4) Landlrods refuses to maintain and improve properties, leading to degradation of the rental housing stocks.
Landlords -- except for rare exceptions -- always seek to minimize investment and maximize return. Fortunately, renters have protection under city law to withold their rent payments in escrow if the landlord fails to provide a habitable space in return for those payments.

Posted by lillipublicans on Mar. 11, 2013 @ 12:57 pm

just happen to disagree with you on some political issue? Really?

As much as you talk total garbage here, I cannot say in all honesty that I dislike you. I pity you for being so deluded, certainly. But hate? That implies that I deem you to have any relevance for policy-making in this city, and it is clear that you do not.

Heck, even Marcos has had some influence and success with his activism, until he gave up because people like you weakened the progressive movement thru class divisiveness.

There are, as noted, many reasons why rent control hurts tenants. Proof? Look no further than the endless articles here by Tim and Steven bemoaning and whining about how tenants are hurting and being driven out of town.

If you were correct, rent control would be working and they would be gloating about great the rental situation is, and yet they do not.


Posted by anon on Mar. 11, 2013 @ 1:14 pm

That's a basic American principle and applies irrespective of class.

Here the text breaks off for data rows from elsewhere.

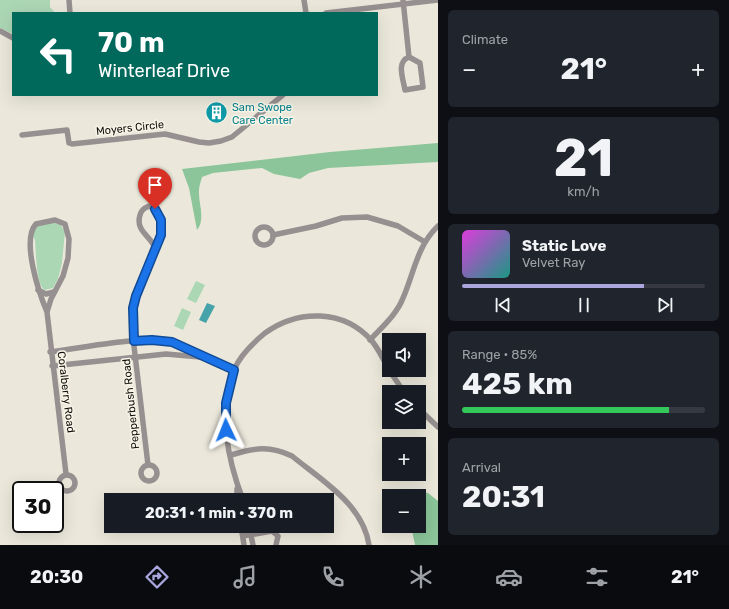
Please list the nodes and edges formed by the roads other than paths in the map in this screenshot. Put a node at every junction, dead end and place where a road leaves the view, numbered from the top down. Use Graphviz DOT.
graph roads {
  1 [pos="69,0"];
  2 [pos="304,0"];
  3 [pos="438,0"];
  4 [pos="403,2"];
  5 [pos="70,12"];
  6 [pos="306,12"];
  7 [pos="333,12"];
  8 [pos="0,31"];
  9 [pos="12,37"];
  10 [pos="410,57"];
  11 [pos="282,96"];
  12 [pos="22,135"];
  13 [pos="438,226"];
  14 [pos="273,235"];
  15 [pos="425,242"];
  16 [pos="155,248"];
  17 [pos="38,290"];
  18 [pos="54,292"];
  19 [pos="47,312"];
  20 [pos="370,340"];
  21 [pos="134,341"];
  22 [pos="50,352"];
  23 [pos="136,356"];
  24 [pos="207,358"];
  25 [pos="382,359"];
  26 [pos="52,366"];
  27 [pos="234,370"];
  28 [pos="426,416"];
  29 [pos="438,427"];
  30 [pos="231,455"];
  31 [pos="148,465"];
  32 [pos="66,474"];
  33 [pos="237,485"];
  34 [pos="237,493"];
  35 [pos="240,493"];
  36 [pos="242,533"];
  37 [pos="251,535"];
  38 [pos="243,536"];
  39 [pos="244,545"];
  40 [pos="253,545"];
  41 [pos="276,545"];
  42 [pos="369,545"];
  1 -- 5 [label="street"];
  2 -- 6 [label="street"];
  3 -- 4 [label="street"];
  4 -- 7 [label="street"];
  4 -- 10 [label="street"];
  8 -- 9 [label="street"];
  10 -- 10 [label="street"];
  11 -- 12 [label="street, Moyers Circle"];
  13 -- 15 [label="street"];
  14 -- 15 [label="street"];
  15 -- 20 [label="street"];
  16 -- 16 [label="street, Pepperbush Road"];
  16 -- 21 [label="street, Pepperbush Road"];
  17 -- 18 [label="street"];
  17 -- 18 [label="street, Coralberry Road"];
  17 -- 19 [label="street, Coralberry Road"];
  18 -- 19 [label="street, Coralberry Road"];
  19 -- 22 [label="street, Coralberry Road"];
  20 -- 25 [label="street"];
  20 -- 27 [label="street"];
  21 -- 22 [label="street"];
  21 -- 23 [label="street, Pepperbush Road"];
  21 -- 24 [label="street"];
  22 -- 26 [label="street, Coralberry Road"];
  23 -- 24 [label="street"];
  23 -- 26 [label="street"];
  23 -- 31 [label="street, Pepperbush Road"];
  24 -- 27 [label="street"];
  26 -- 32 [label="street, Coralberry Road"];
  27 -- 30 [label="street"];
  28 -- 29 [label="street"];
  30 -- 33 [label="street"];
  30 -- 42 [label="street"];
  33 -- 34 [label="street"];
  33 -- 35 [label="street"];
  36 -- 38 [label="street"];
  37 -- 38 [label="street"];
  37 -- 40 [label="street"];
  37 -- 41 [label="street"];
  38 -- 39 [label="street"];
}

Those who gleefully cheer their own supposition that renters should not have such basic rights are like the Tories who dragged their feet all through the birthing of democracy in this country.

The redcoats seek to increasingly deny Americans basic rights according to their economic status.

Posted by lillipubicans on Mar. 08, 2013 @ 2:30 pm
Posted by Guest on Mar. 08, 2013 @ 2:42 pm

why do you even engage him?
he is nasty in all of his posts and never adds anything substantive to a debate, so why bother?

Posted by GuestD on Mar. 08, 2013 @ 3:04 pm

It's only his temporary home until his next rental.

Posted by lol on Mar. 09, 2013 @ 12:31 am

The big picture is that we allow a bunch of condo conversions now, in exchange for not doing them later.

Why is it that we are always the ones being promised something "later" in exchange for giving up something now? Because you know, there's never going to be a "later." Later, the conservatives are going to come back and try to rework the deal so they don't have to give anything up. They'll say there's a new backlog and they need more condo conversions. That's how "later" is going to work.

How 'bout a compromise where the real estate interests give up something now, in exchange for getting something in return later?

Posted by Greg on Mar. 08, 2013 @ 4:39 pm

not change anything. They were going condo anyway, and renters get nothing from making them wait.

It's one of those situations where some people gain and nobody loses, so there is nothing to horse-trade.

Posted by Guest on Mar. 08, 2013 @ 4:43 pm

Read what I wrote again. The problem I have with this compromise is not what is agreed upon. If we had a rock solid guarantee that both sides would stick to the agreement, then I might be Ok with it.

The problem is how politics really works. These people play for keeps. They'll take their 2000 now and then come back for even more later, and as a result you'll have more condo conversions than you otherwise would have.